Until now (as in this last week) I haven't had time to play that game. I literally haven't. During the autumn, winter, and spring I was working 14 hours a week, going to high school, and studying. People always ask why we have textbooks--it's just so I can read them, that's it. They're for me. Yeah. So I was busy.

I'm not trying to sound pompous, I assure you. I simply find time a strange concept. Six months wait for a video game is entirely reasonable for a person like me. I like to do things. Get my hands dirty, whether it be in the abstract or the practical. Calculus for breakfast and engine rebuild for dinner. (Usually skip lunch, time is of the essence.) To sit and rot (aha!) in front of a television screen clutching a white, Microsoft controller--that is characteristically un-me. I could be doing something seemingly more productive.

But in my mind, November 2008 was yesterday. It wasn't like I was sitting in a darkened room for eight months, going, "Can I play it yet? Can I play it yet?", but more like I was in a semi-lit room for eight months, room being faintly illuminated due to the fact I was on fire, screaming "Stop! Drop! Roll!", and bouncing off the walls. It went by with little regard to gaming. It's a messy metaphor, I know. But the simple fact of the matter is that those eight months went by like a second. I couldn't have possibly played Gears of War any sooner.

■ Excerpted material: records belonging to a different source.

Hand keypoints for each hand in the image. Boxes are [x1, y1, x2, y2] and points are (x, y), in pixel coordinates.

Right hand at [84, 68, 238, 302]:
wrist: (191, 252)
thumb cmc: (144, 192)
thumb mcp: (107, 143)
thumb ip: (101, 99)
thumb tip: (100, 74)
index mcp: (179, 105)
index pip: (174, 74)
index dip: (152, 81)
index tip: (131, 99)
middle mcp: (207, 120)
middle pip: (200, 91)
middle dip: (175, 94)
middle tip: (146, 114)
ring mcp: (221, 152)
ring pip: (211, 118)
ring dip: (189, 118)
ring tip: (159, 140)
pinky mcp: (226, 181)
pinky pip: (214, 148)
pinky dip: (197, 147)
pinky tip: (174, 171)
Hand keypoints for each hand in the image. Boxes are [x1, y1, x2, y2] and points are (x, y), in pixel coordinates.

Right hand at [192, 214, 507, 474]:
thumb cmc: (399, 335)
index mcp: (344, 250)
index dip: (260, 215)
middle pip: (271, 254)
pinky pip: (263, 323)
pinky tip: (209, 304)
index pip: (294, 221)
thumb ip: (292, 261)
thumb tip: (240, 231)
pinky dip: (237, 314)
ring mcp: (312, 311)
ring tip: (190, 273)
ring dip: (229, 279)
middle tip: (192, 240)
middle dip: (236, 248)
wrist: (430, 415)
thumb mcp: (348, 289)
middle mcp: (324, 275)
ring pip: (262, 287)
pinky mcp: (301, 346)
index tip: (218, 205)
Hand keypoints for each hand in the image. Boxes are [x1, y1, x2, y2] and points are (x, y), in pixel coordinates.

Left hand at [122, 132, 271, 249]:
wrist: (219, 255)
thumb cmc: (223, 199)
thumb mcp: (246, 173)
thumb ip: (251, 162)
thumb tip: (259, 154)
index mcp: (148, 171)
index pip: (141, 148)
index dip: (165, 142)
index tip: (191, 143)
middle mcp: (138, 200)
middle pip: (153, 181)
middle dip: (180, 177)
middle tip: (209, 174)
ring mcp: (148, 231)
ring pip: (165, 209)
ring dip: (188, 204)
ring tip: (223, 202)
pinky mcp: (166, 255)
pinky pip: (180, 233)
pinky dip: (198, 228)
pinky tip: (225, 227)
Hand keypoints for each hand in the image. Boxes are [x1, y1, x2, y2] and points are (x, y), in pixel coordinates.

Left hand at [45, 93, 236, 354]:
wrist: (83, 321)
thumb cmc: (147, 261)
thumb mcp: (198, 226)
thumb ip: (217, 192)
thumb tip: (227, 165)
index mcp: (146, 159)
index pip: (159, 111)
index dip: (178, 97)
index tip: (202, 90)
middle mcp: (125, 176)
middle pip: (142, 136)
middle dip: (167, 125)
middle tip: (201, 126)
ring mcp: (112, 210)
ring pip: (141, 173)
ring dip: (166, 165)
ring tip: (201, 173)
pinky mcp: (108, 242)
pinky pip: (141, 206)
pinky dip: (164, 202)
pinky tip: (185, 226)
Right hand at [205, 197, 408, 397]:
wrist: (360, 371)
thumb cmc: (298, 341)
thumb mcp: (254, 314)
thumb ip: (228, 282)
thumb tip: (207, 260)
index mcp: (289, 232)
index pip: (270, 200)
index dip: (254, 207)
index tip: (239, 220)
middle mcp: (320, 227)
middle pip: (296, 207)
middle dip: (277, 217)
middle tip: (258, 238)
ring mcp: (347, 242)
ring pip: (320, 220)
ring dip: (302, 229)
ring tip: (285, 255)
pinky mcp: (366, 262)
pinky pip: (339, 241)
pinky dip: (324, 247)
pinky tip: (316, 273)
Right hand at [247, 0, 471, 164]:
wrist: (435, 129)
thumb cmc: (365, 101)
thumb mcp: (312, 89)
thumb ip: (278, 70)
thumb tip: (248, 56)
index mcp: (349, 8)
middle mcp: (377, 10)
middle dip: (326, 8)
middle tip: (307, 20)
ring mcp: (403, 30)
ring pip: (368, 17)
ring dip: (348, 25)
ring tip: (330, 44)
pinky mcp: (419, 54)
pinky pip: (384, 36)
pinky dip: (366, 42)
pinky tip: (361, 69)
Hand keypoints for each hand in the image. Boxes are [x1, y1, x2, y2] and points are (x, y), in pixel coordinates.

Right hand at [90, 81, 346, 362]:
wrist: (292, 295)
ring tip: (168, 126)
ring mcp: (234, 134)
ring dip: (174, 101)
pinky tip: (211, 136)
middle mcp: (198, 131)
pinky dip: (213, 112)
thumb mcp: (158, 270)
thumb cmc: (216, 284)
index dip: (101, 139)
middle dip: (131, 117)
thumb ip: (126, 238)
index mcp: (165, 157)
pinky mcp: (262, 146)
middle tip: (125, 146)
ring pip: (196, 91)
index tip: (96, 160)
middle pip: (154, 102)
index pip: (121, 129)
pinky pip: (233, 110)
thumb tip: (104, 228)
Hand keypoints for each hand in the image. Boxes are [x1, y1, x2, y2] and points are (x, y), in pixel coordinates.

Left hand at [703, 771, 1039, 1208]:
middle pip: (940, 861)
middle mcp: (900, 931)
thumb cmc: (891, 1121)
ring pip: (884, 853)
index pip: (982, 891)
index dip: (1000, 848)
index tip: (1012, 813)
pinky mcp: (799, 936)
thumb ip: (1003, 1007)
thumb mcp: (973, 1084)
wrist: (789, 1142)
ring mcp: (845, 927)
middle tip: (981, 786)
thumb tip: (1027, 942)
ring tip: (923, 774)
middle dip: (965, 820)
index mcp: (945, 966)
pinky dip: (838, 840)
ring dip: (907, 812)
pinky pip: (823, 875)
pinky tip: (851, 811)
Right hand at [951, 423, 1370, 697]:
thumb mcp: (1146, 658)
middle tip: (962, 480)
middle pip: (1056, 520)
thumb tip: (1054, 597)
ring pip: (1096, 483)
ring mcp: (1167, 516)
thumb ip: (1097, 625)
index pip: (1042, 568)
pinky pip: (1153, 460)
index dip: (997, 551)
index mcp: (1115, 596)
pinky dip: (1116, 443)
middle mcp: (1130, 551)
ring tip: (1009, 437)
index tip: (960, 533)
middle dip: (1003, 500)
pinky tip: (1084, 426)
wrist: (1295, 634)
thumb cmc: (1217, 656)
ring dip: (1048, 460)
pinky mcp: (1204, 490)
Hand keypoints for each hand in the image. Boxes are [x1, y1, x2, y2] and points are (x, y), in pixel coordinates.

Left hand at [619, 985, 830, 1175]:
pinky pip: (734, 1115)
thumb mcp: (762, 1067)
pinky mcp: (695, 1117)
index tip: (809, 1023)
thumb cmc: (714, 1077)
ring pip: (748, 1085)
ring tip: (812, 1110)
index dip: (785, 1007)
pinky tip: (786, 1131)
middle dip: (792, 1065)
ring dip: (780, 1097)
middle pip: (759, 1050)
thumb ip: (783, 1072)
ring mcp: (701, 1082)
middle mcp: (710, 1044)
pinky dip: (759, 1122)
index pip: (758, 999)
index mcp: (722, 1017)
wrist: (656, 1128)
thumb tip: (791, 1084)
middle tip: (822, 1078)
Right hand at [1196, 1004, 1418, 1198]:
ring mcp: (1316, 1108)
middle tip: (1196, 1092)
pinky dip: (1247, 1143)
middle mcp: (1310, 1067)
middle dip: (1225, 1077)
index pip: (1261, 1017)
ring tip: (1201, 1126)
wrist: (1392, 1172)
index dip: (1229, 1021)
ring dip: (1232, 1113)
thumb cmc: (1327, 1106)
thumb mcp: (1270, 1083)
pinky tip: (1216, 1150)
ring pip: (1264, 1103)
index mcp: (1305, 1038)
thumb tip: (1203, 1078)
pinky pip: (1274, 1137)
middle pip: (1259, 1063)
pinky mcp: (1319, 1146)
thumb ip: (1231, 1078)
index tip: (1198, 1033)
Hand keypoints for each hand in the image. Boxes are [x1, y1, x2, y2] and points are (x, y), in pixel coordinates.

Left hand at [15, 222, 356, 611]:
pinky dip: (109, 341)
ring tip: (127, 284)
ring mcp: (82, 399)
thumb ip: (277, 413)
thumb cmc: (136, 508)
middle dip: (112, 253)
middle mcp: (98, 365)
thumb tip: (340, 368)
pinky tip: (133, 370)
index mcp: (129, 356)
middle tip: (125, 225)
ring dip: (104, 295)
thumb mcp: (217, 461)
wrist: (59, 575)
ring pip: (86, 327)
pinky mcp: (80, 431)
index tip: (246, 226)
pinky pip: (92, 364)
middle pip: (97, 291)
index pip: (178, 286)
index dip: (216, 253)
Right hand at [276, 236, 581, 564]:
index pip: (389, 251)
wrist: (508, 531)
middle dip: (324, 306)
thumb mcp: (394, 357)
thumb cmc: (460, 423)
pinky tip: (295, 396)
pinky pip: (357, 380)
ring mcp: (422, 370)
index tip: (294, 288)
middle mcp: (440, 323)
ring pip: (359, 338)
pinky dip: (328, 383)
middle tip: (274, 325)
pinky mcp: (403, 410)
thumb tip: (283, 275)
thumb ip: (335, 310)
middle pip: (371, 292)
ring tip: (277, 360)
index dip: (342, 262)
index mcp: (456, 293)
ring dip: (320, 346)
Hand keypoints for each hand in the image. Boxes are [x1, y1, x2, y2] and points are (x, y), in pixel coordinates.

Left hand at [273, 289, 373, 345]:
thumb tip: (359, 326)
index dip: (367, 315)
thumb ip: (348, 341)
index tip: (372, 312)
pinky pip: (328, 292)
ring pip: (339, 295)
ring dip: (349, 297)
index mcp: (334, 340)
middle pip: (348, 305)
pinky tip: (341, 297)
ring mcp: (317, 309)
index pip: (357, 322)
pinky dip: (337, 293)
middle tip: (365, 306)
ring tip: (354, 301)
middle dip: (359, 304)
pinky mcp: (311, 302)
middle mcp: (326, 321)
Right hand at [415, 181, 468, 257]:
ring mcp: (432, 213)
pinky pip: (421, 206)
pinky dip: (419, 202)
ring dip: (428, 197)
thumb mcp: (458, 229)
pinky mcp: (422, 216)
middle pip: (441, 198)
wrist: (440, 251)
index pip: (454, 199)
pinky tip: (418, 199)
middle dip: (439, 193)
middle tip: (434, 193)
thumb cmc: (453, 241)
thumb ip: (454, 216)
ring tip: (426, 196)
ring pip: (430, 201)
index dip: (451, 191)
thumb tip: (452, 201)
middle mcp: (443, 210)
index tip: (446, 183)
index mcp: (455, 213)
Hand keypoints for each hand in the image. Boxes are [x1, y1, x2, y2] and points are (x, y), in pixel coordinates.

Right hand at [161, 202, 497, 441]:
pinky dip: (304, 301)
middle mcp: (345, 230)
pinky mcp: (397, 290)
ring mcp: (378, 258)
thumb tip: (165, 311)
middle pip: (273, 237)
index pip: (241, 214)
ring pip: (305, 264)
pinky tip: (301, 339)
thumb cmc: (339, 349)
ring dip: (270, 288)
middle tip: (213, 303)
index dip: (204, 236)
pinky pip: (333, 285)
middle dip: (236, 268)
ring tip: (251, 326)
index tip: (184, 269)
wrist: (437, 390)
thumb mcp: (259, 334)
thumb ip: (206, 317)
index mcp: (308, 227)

But did those months really go by in "like a second"?

Time is a silly animal.

I always laugh at people that say something went by really fast--e.g. high school. College. "Enjoy it," they say, "because it will go by faster than you think." I'm going to go out on a limb here, and say "NO" to that. Hear me out.

Everything always seems fast or easy after you've done it. Man climbs Everest. Takes months of planning and training; it is dangerous and expensive. Gets back to the office the next week--"So how was it? Was it hard?" someone invariably asks. "Oh, it was great! I'd do it again!" he replies.

Well, shit.

It wasn't easy when he was planning it. It wasn't easy when he almost died of *insert applicable hazard*. It wasn't easy, ever. It took a lot of hard work to climb Everest. It was a serious undertaking in every imaginable way--but something about human nature makes us incredibly, stupidly proud of our achievements--so the man leaves the office that night, having convinced the middle-aged secretary that, he too, could scale Everest. "It was easy," after all.

I consider this trait akin to sex, in that it can have untimely consequences, but is ultimately necessary for the survival of humankind as a whole. For everyone who dies of AIDS, some staggering statistic of children are born in yuppyville and grow up to inhabit law offices and hospitals. And similarly, for everyone who overestimates their exploring ability due to post-facto, secondhand bragging and dies hiking, seventeen new galaxies are discovered and named some alphanumeric string. It's just the way the world works.

But back to time and old people. And their stories. I want to say something, before I get to that "In Memoriam" age--nothing goes by fast. We think it does, but it doesn't. Time is a sweet, sweet mistress, that seduces us into thinking that four years of high school just "flew by". Hey buddy, it didn't. Remember sitting in English class watching Hamlet: The Movie for a week straight? Remember Spanish class? Remember Geometry? Tell me that flew by.

We just think it did. It's hereditary.

It's a natural defense mechanism--when our children complain about school, about growing up, about the world--we can tell them not to worry--because it'll "just fly by".

I won't admit that. I'm going to tell my kids life sucks, and Spanish class especially. But heck, the sooner they get it done, the sooner they can tell their kids that it'll fly by.

And then they're even.

1 comment:

  1. My son, playing devil's advocate ... again! Original and well-written. Funny. Sad. Been there myself, but never told anyone, ha ha!!!